Studie zum öffentlichen Dienst Fast jeder Vierte erlebt Gewalt im Job
Beleidigung, Bedrohung und manchmal auch Gewalt: Eine groß angelegte Studie zeigt, dass fast ein Viertel der Beschäftigten im öffentlichen Dienst solche Erfahrungen machen musste. Innenministerin Faeser zeigte sich "zutiefst erschüttert".
Knapp jeder vierte Beschäftigte im öffentlichen Dienst hat Gewalterfahrungen gemacht. Das geht aus einer Studie hervor, die Bundesinnenministerin Nancy Faeser in Berlin vorstellte. Danach gaben 23 Prozent der Beschäftigten an, bereits Gewalterfahrungen gemacht zu haben, zwölf Prozent berichteten sogar von mehreren Vorfällen innerhalb eines Jahres.
Anstieg während der Pandemie
Für die Untersuchung befragten Wissenschaftlerinnen und Wissenschaftler mehr als 10.000 Beschäftigte aus über 1600 Behörden. Die Polizei wurde in die Untersuchung nicht mit einbezogen. Laut Studie unterscheidet sich die Häufigkeit stark nach Beschäftigungsbereich: Bei Feuerwehr und Rettungskräften, im Veterinäramt, im Ordnungsamt und im Justizvollzug erlebten den Angaben zufolge ein Drittel oder mehr Beschäftigte innerhalb eines Jahres Gewalt, Bedrohung oder Beleidigungen.

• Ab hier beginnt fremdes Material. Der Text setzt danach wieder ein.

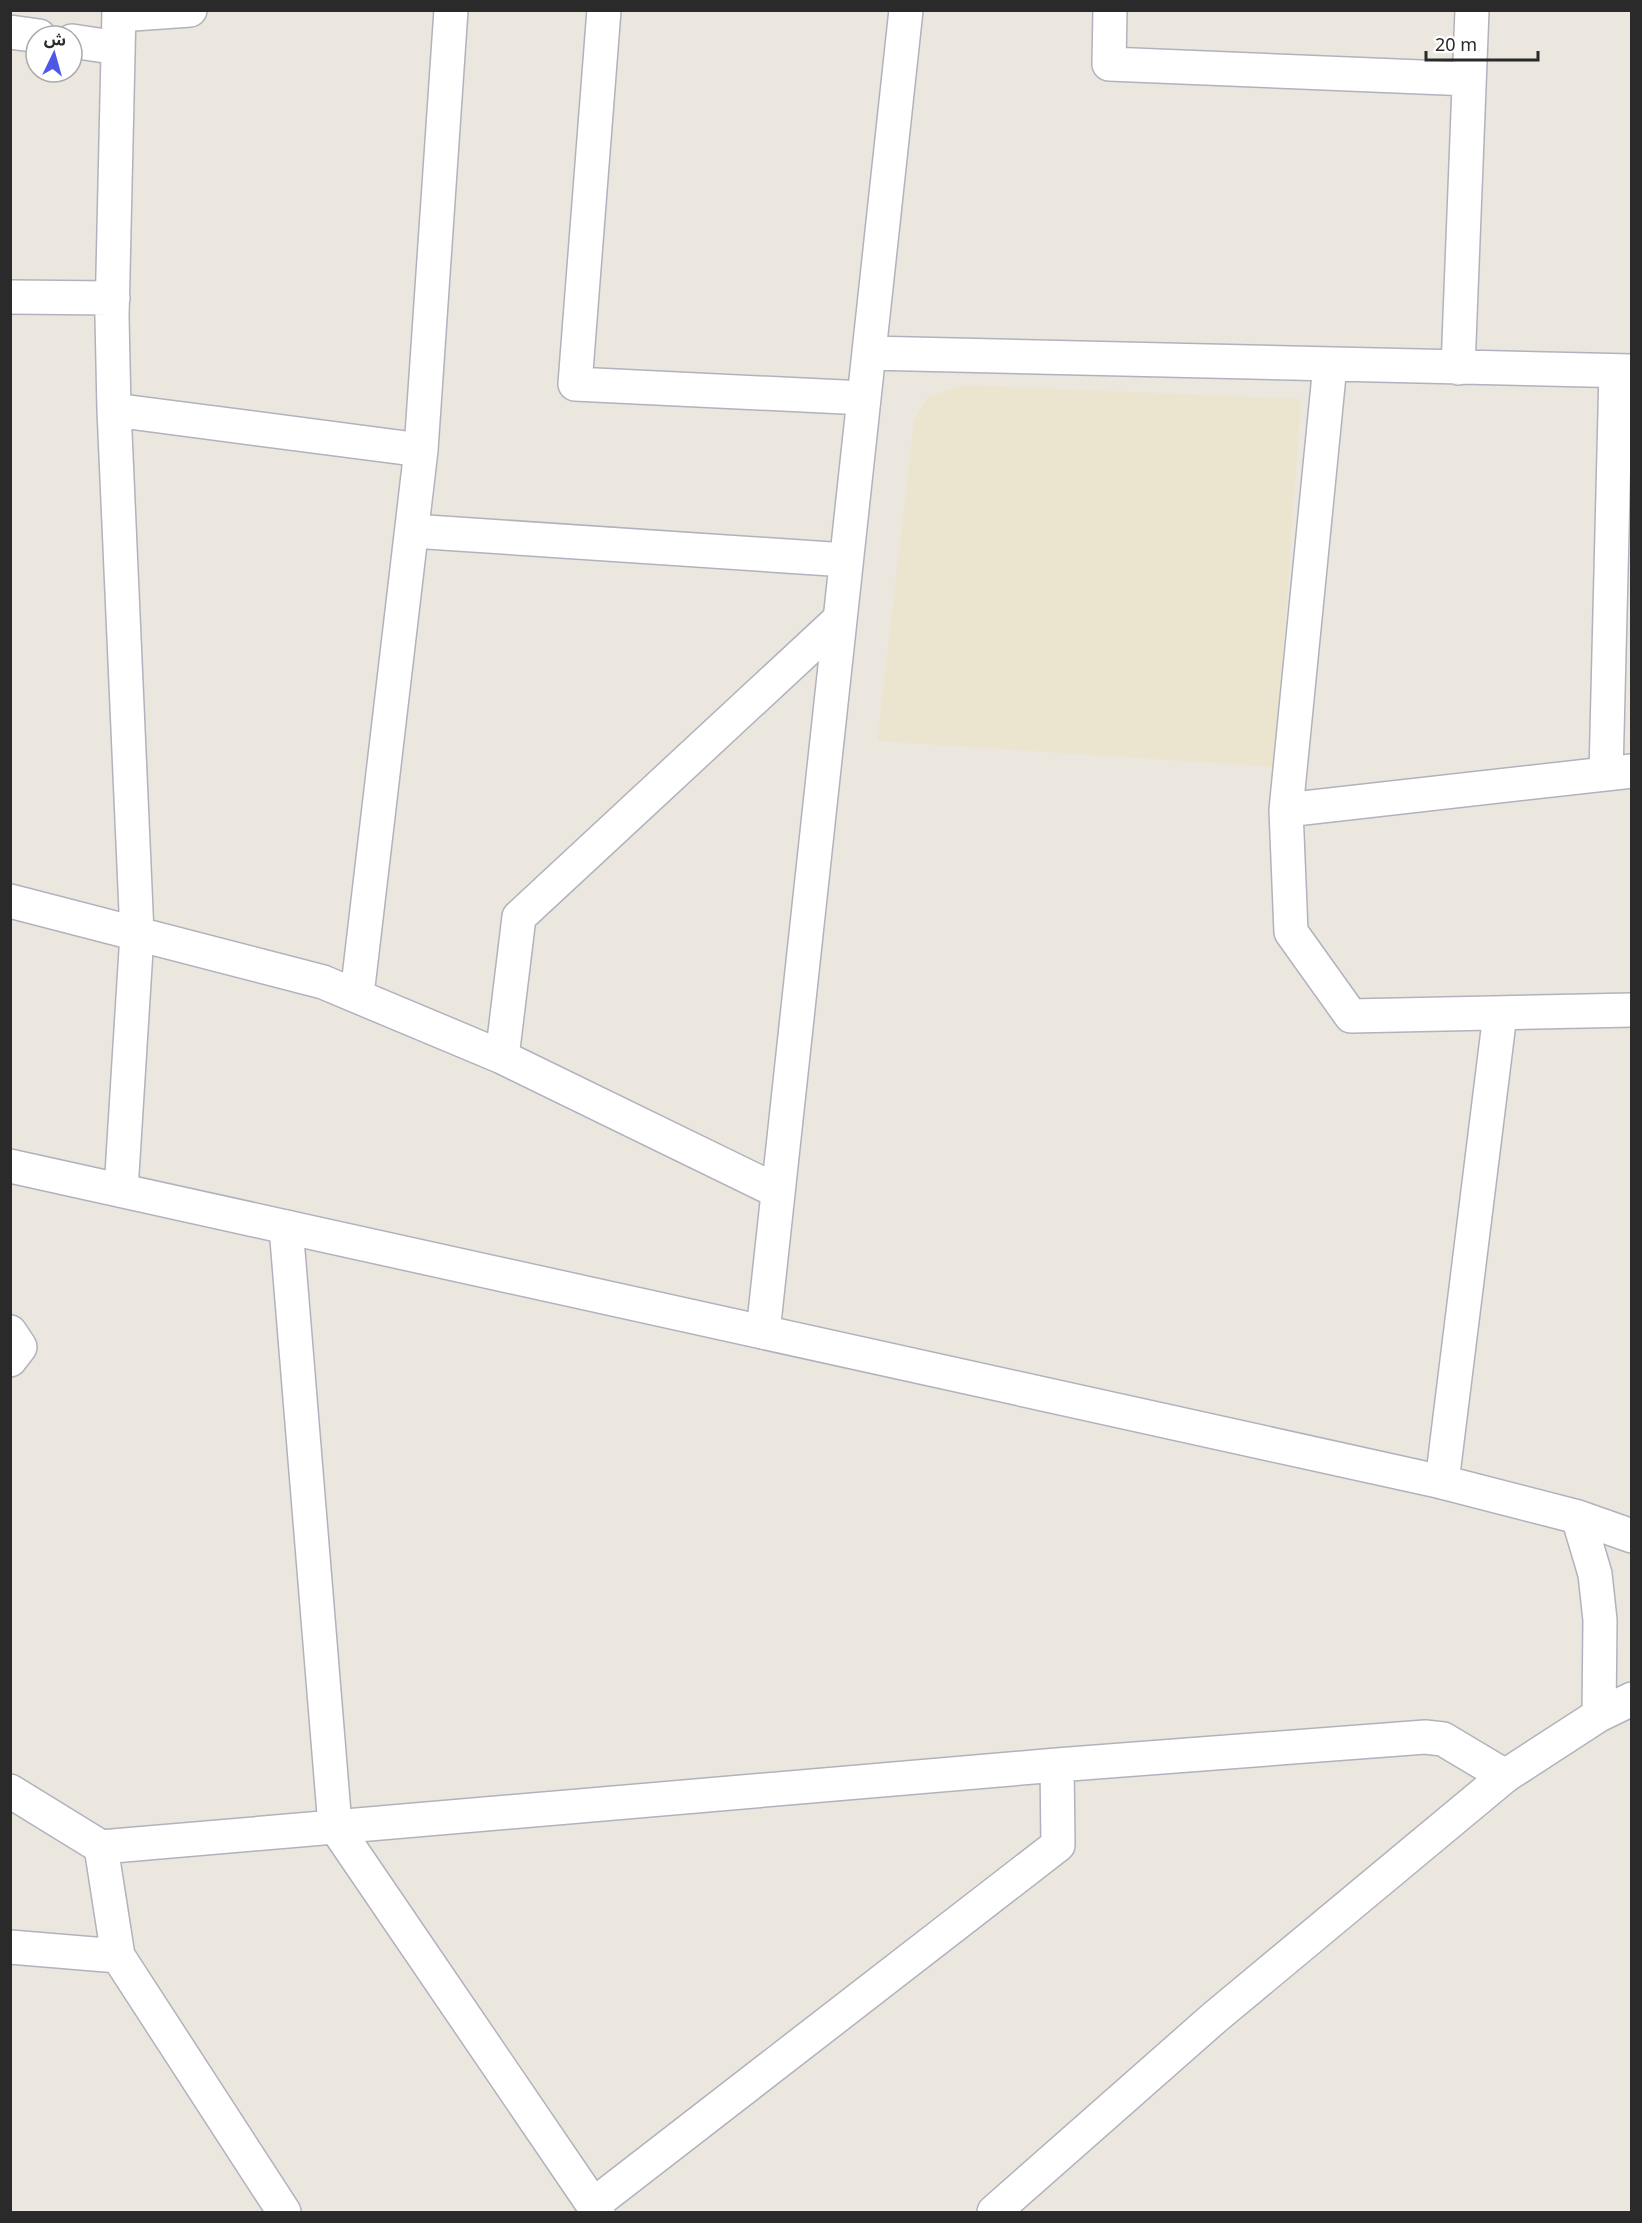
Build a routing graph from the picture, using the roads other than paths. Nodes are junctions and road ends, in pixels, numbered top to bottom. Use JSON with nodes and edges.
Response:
{"nodes":[{"id":1,"x":11,"y":10,"type":"edge"},
{"id":2,"x":190,"y":10,"type":"edge"},
{"id":3,"x":451,"y":10,"type":"edge"},
{"id":4,"x":604,"y":10,"type":"edge"},
{"id":5,"x":906,"y":10,"type":"edge"},
{"id":6,"x":1110,"y":10,"type":"edge"},
{"id":7,"x":1472,"y":10,"type":"edge"},
{"id":8,"x":119,"y":13,"type":"edge"},
{"id":9,"x":11,"y":32,"type":"edge"},
{"id":10,"x":84,"y":43,"type":"edge"},
{"id":11,"x":118,"y":48,"type":"junction"},
{"id":12,"x":1469,"y":79,"type":"junction"},
{"id":13,"x":10,"y":297,"type":"edge"},
{"id":14,"x":113,"y":298,"type":"junction"},
{"id":15,"x":869,"y":353,"type":"junction"},
{"id":16,"x":1330,"y":364,"type":"junction"},
{"id":17,"x":1458,"y":368,"type":"junction"},
{"id":18,"x":1624,"y":371,"type":"edge"},
{"id":19,"x":864,"y":398,"type":"junction"},
{"id":20,"x":114,"y":410,"type":"junction"},
{"id":21,"x":421,"y":450,"type":"junction"},
{"id":22,"x":412,"y":531,"type":"junction"},
{"id":23,"x":846,"y":560,"type":"junction"},
{"id":24,"x":840,"y":619,"type":"junction"},
{"id":25,"x":1619,"y":773,"type":"edge"},
{"id":26,"x":1286,"y":810,"type":"junction"},
{"id":27,"x":10,"y":901,"type":"edge"},
{"id":28,"x":137,"y":933,"type":"junction"},
{"id":29,"x":357,"y":995,"type":"junction"},
{"id":30,"x":1632,"y":1010,"type":"edge"},
{"id":31,"x":1500,"y":1014,"type":"junction"},
{"id":32,"x":502,"y":1056,"type":"junction"},
{"id":33,"x":10,"y":1166,"type":"edge"},
{"id":34,"x":121,"y":1190,"type":"junction"},
{"id":35,"x":777,"y":1191,"type":"junction"},
{"id":36,"x":286,"y":1227,"type":"junction"},
{"id":37,"x":10,"y":1332,"type":"edge"},
{"id":38,"x":763,"y":1332,"type":"junction"},
{"id":39,"x":10,"y":1360,"type":"edge"},
{"id":40,"x":1442,"y":1482,"type":"junction"},
{"id":41,"x":1578,"y":1518,"type":"junction"},
{"id":42,"x":1632,"y":1536,"type":"edge"},
{"id":43,"x":1632,"y":1700,"type":"edge"},
{"id":44,"x":1599,"y":1715,"type":"junction"},
{"id":45,"x":1057,"y":1765,"type":"junction"},
{"id":46,"x":1505,"y":1776,"type":"junction"},
{"id":47,"x":10,"y":1791,"type":"edge"},
{"id":48,"x":335,"y":1826,"type":"junction"},
{"id":49,"x":101,"y":1847,"type":"junction"},
{"id":50,"x":10,"y":1947,"type":"edge"},
{"id":51,"x":118,"y":1956,"type":"junction"},
{"id":52,"x":596,"y":2209,"type":"edge"},
{"id":53,"x":284,"y":2212,"type":"edge"},
{"id":54,"x":994,"y":2212,"type":"edge"}],
"edges":[{"from":1,"to":9,"type":"street"},
{"from":2,"to":8,"type":"street"},
{"from":3,"to":21,"type":"street"},
{"from":4,"to":19,"type":"street"},
{"from":5,"to":15,"type":"street"},
{"from":6,"to":12,"type":"street"},
{"from":7,"to":12,"type":"street"},
{"from":8,"to":11,"type":"street"},
{"from":10,"to":11,"type":"street"},
{"from":11,"to":14,"type":"street"},
{"from":12,"to":17,"type":"street"},
{"from":13,"to":14,"type":"street"},
{"from":14,"to":20,"type":"street"},
{"from":15,"to":16,"type":"street"},
{"from":15,"to":19,"type":"street"},
{"from":16,"to":17,"type":"street"},
{"from":16,"to":26,"type":"street"},
{"from":17,"to":18,"type":"street"},
{"from":18,"to":25,"type":"street"},
{"from":19,"to":23,"type":"street"},
{"from":20,"to":21,"type":"street"},
{"from":20,"to":28,"type":"street"},
{"from":21,"to":22,"type":"street"},
{"from":22,"to":23,"type":"street"},
{"from":22,"to":29,"type":"street"},
{"from":23,"to":24,"type":"street"},
{"from":24,"to":32,"type":"street"},
{"from":24,"to":35,"type":"street"},
{"from":25,"to":26,"type":"street"},
{"from":26,"to":31,"type":"street"},
{"from":27,"to":28,"type":"street"},
{"from":28,"to":29,"type":"street"},
{"from":28,"to":34,"type":"street"},
{"from":29,"to":32,"type":"street"},
{"from":30,"to":31,"type":"street"},
{"from":31,"to":40,"type":"street"},
{"from":32,"to":35,"type":"street"},
{"from":33,"to":34,"type":"street"},
{"from":34,"to":36,"type":"street"},
{"from":35,"to":38,"type":"street"},
{"from":36,"to":38,"type":"street"},
{"from":36,"to":48,"type":"street"},
{"from":37,"to":39,"type":"street"},
{"from":38,"to":40,"type":"street"},
{"from":40,"to":41,"type":"street"},
{"from":41,"to":42,"type":"street"},
{"from":41,"to":44,"type":"street"},
{"from":43,"to":44,"type":"street"},
{"from":44,"to":46,"type":"street"},
{"from":45,"to":46,"type":"street"},
{"from":45,"to":48,"type":"street"},
{"from":45,"to":52,"type":"street"},
{"from":46,"to":54,"type":"street"},
{"from":47,"to":49,"type":"street"},
{"from":48,"to":49,"type":"street"},
{"from":48,"to":52,"type":"street"},
{"from":49,"to":51,"type":"street"},
{"from":50,"to":51,"type":"street"},
{"from":51,"to":53,"type":"street"}]}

In den Hochschulen, der Sozial- und Arbeitsverwaltung und der Justiz machten unter zehn Prozent der Beschäftigten solche negativen Erfahrungen. Männer waren etwas häufiger betroffen als Frauen. Die Zahlen sind während der Corona-Pandemie angestiegen. Eine Zunahme beobachteten die Forscher vor allem in den Bürgerämtern, bei Gerichtsvollziehern und Justizs gegen Mitarbeiter des Ordnungsamtes.
Hohe Dunkelziffer
Lediglich rund 30 Prozent der erlebten gewalttätigen Übergriffe wurden an Vorgesetzte oder andere Stellen gemeldet - "die Dunkelziffer lag also bei 70 Prozent", heißt es in der Zusammenfassung der Untersuchung. Viele Beschäftigte gaben an, sie hätten den bürokratischen Aufwand gescheut.
Von den Beschäftigten, die solche Übergriffe erlebt haben, berichteten den Angaben zufolge 44 Prozent, sie hätten dadurch nun ein ungutes Gefühl bei der Arbeit. Jeder vierte Betroffene litt demnach unter psychischen Problemen wie Schlafstörungen, depressiven Verstimmungen oder Depressionen.
"Unhaltbare Zustände"
Bundesinnenministerin Faeser besuchte gemeinsam mit Gewerkschaftsvertretern das Ordnungsamt Berlin-Mitte, um sich von den Beschäftigten aus erster Hand von deren Gewalterfahrungen berichten zu lassen. Sie sprach von einem "erschütternden Ergebnis". Die Täter müssten hart verfolgt werden.
Ihr Ministerium wolle sich gemeinsam mit den Gewerkschaften für eine bessere Gewaltprävention und einen besseren Schutz der Mitarbeiterinnen und Mitarbeiter einsetzen. Der Bundesvorsitzende des Deutschen Beamtenbundes, Ulrich Silberbach, forderte eine systematische Erfassung der Angriffe sowie Prävention und Nachsorge.
Nach den Worten der DGB-Vorsitzenden Yasmin Fahimi ist Gewalt gegen Beschäftigte kein Randphänomen. Im Umgang gebe es zudem deutliche Defizite: Oft fehle Betroffenen die Unterstützung der Vorgesetzten. Ein Großteil der Befragten fühle sich nicht sicher im Dienst. "Das sind unhaltbare Zustände, die die Arbeitgeber beseitigen müssen", so Fahimi.